The streaming system consists of two independent threads:
Input DevicecpalProducerRing BufferConsumer (Thread) → TCP Stream

Producer Thread (Audio Capture)

  • Captures audio via the cpal library (cross-platform audio)
  • Converts all input formats (F32, I16, U16) to internal F32 format
  • Pushes audio frames to a lock-free ring buffer
  • Runs at the device’s native sample rate and buffer size

Consumer Thread (Network Transmission)

  • Reads audio chunks from the ring buffer
  • Converts F32 samples back to I16 PCM for transmission
  • Sends data over TCP with precision pacing
  • Monitors network quality and adjusts behavior dynamically

PCM Audio Format

TCP Streamer transmits audio in raw PCM format:
// Output Format (Network Edge)
Format: Raw PCM
Bit Depth: 16-bit signed integers (I16)
Byte Order: Little-endian
Channels: 2 (stereo)
Sample Rates: 44.1 kHz or 48 kHz

// Internal Processing Format
Internal Format: 32-bit floating point (F32)
Range: -1.0 to +1.0 (normalized)

Why F32 Internally?

As of version 1.8.0, TCP Streamer uses native F32 processing throughout the pipeline:
  • Eliminates clipping: F32 provides headroom beyond ±1.0 for intermediate calculations
  • Better precision: No quantization errors during processing
  • Linux compatibility: PipeWire and PulseAudio prefer F32 natively
  • Future-proof: Enables potential DSP features without format conversions
The system automatically detects the best input format (audio.rs:1023-1042):Priority Order:
  1. F32 (preferred - native on PipeWire/Linux)
  2. I16 (standard - WASAPI/CoreAudio)
  3. U16 (fallback)
Loopback devices on Windows may only support specific formats, so the system uses relaxed format matching.

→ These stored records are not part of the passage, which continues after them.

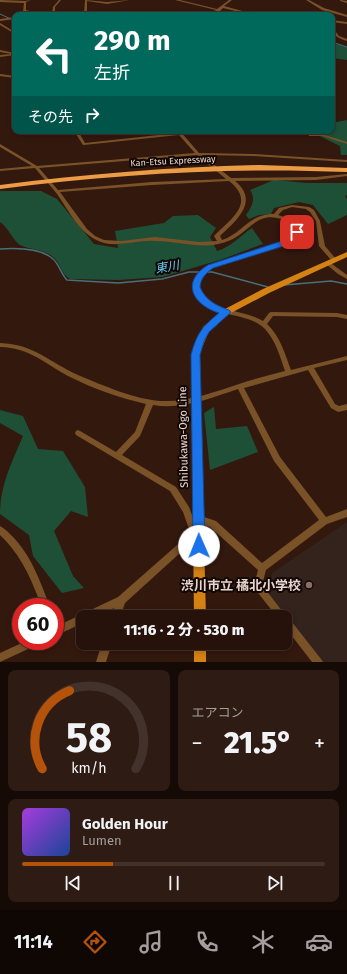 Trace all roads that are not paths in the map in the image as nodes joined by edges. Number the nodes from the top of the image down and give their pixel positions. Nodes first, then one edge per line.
1 (30, 0) edge
2 (60, 0) edge
3 (86, 0) edge
4 (129, 0) edge
5 (176, 0) edge
6 (232, 0) edge
7 (306, 0) edge
8 (341, 0) edge
9 (0, 1) edge
10 (24, 1) edge
11 (347, 2) edge
12 (223, 7) junction
13 (219, 10) junction
14 (28, 12) edge
15 (53, 12) edge
16 (86, 12) edge
17 (215, 12) edge
18 (244, 12) edge
19 (333, 12) edge
20 (335, 12) edge
21 (347, 16) edge
22 (12, 18) edge
23 (0, 20) edge
24 (335, 21) edge
25 (347, 23) edge
26 (0, 24) edge
27 (12, 32) edge
28 (335, 32) edge
29 (347, 40) edge
30 (0, 51) edge
31 (12, 53) edge
32 (12, 54) edge
33 (0, 56) edge
34 (0, 75) edge
35 (12, 77) edge
36 (78, 134) edge
37 (163, 134) edge
38 (181, 134) edge
39 (310, 135) dead end
40 (347, 143) edge
41 (0, 145) edge
42 (199, 156) junction
43 (347, 161) edge
44 (347, 166) edge
45 (37, 168) junction
46 (0, 170) edge
47 (347, 170) edge
48 (347, 175) edge
49 (226, 178) junction
50 (0, 183) edge
51 (0, 187) edge
52 (56, 189) junction
53 (275, 216) junction
54 (220, 242) junction
55 (347, 254) edge
56 (331, 262) junction
57 (347, 276) edge
58 (226, 312) junction
59 (347, 317) edge
60 (264, 324) junction
61 (0, 345) edge
62 (347, 358) edge
63 (310, 367) junction
64 (289, 372) junction
65 (240, 386) junction
66 (196, 400) junction
67 (150, 403) junction
68 (347, 407) edge
69 (78, 433) dead end
70 (117, 456) junction
71 (347, 513) edge
72 (198, 519) junction
73 (324, 521) junction
74 (0, 530) edge
75 (199, 530) junction
76 (262, 568) junction
77 (42, 598) edge
78 (121, 600) junction
79 (100, 610) edge
80 (118, 610) edge
81 (200, 610) edge
82 (277, 610) edge
83 (76, 621) edge
84 (64, 627) edge
85 (292, 629) edge
86 (17, 650) edge
87 (105, 650) edge
88 (200, 650) edge
89 (0, 658) edge
90 (101, 662) edge
91 (200, 662) edge
92 (318, 662) edge

1 - 10 street
2 - 15 street
3 - 4 street
3 - 16 street
5 - 13 street
6 - 12 street
7 - 19 street
8 - 11 street
9 - 10 street
10 - 14 street
12 - 13 street
12 - 18 street
13 - 17 street
20 - 21 street
22 - 23 street
24 - 25 street
26 - 27 street
28 - 29 street
30 - 31 street
32 - 33 street
34 - 35 street
36 - 37 street
38 - 42 street
39 - 40 street
41 - 45 street
42 - 43 street
42 - 45 street
42 - 49 street
44 - 50 highway, Kan-Etsu Expressway
45 - 46 street
45 - 52 street
47 - 51 highway, Kan-Etsu Expressway
48 - 49 street
49 - 52 street
49 - 54 street
52 - 54 street
53 - 54 street
53 - 56 street
53 - 58 street
55 - 56 main road
56 - 57 street
56 - 58 main road, Shibukawa-Ogo Line
58 - 60 street
58 - 66 main road, Shibukawa-Ogo Line
59 - 60 street
60 - 64 street
61 - 67 street
62 - 63 street
63 - 64 street
63 - 68 street
64 - 65 street
65 - 66 street
65 - 73 street
66 - 67 street
66 - 72 main road, Shibukawa-Ogo Line
67 - 70 street
69 - 70 street
70 - 75 street
71 - 73 street
72 - 75 main road, Shibukawa-Ogo Line
72 - 76 street
73 - 76 street
74 - 77 street
75 - 78 street
75 - 81 main road, Shibukawa-Ogo Line
76 - 82 street
78 - 79 street
78 - 80 street
83 - 84 street
85 - 92 street
86 - 89 street
87 - 90 street
88 - 91 main road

Token Bucket Pacing Algorithm

To prevent network micro-bursts and ensure mathematically perfect timing, TCP Streamer uses a Strict Clock Strategy for transmission pacing.

How It Works

1

Calculate Tick Duration

Each audio chunk has a precise duration based on sample rate:
// audio.rs:594-596
let tick_duration = Duration::from_micros(
    (chunk_size as u64 * 1_000_000) / sample_rate as u64
);
let mut next_tick = Instant::now();
Example: At 48 kHz with 1024-sample chunks:
  • Tick duration = (1024 × 1,000,000) / 48,000 = 21,333 microseconds (21.3ms)
2

Sleep Until Next Tick

The network thread sleeps precisely until the next scheduled transmission:
// audio.rs:625-637
if now < next_tick {
    thread::sleep(next_tick - now);
    next_tick += tick_duration;
} else {
    // Massive lag detected (>200ms), reset clock
    if now.duration_since(next_tick) > Duration::from_millis(200) {
        next_tick = Instant::now() + tick_duration;
    } else {
        next_tick += tick_duration;
    }
}
3

Adaptive Drain Mode

If the buffer fills beyond the high water mark, the system enters drain mode:
// audio.rs:605-612
let high_water_mark = prefill_samples + (sample_rate as usize / 10);
if current_buffered > high_water_mark && current_stream.is_some() {
    // DRAIN MODE: Process immediately, reset next_tick
    next_tick = now + tick_duration;
}
This prevents buffer overflow while maintaining smooth playback.
Why Precision Matters: Without strict pacing, the network thread would send bursts of packets, causing jitter spikes and potential buffer underruns on the receiver side. The token bucket algorithm ensures consistent packet timing with sub-millisecond accuracy.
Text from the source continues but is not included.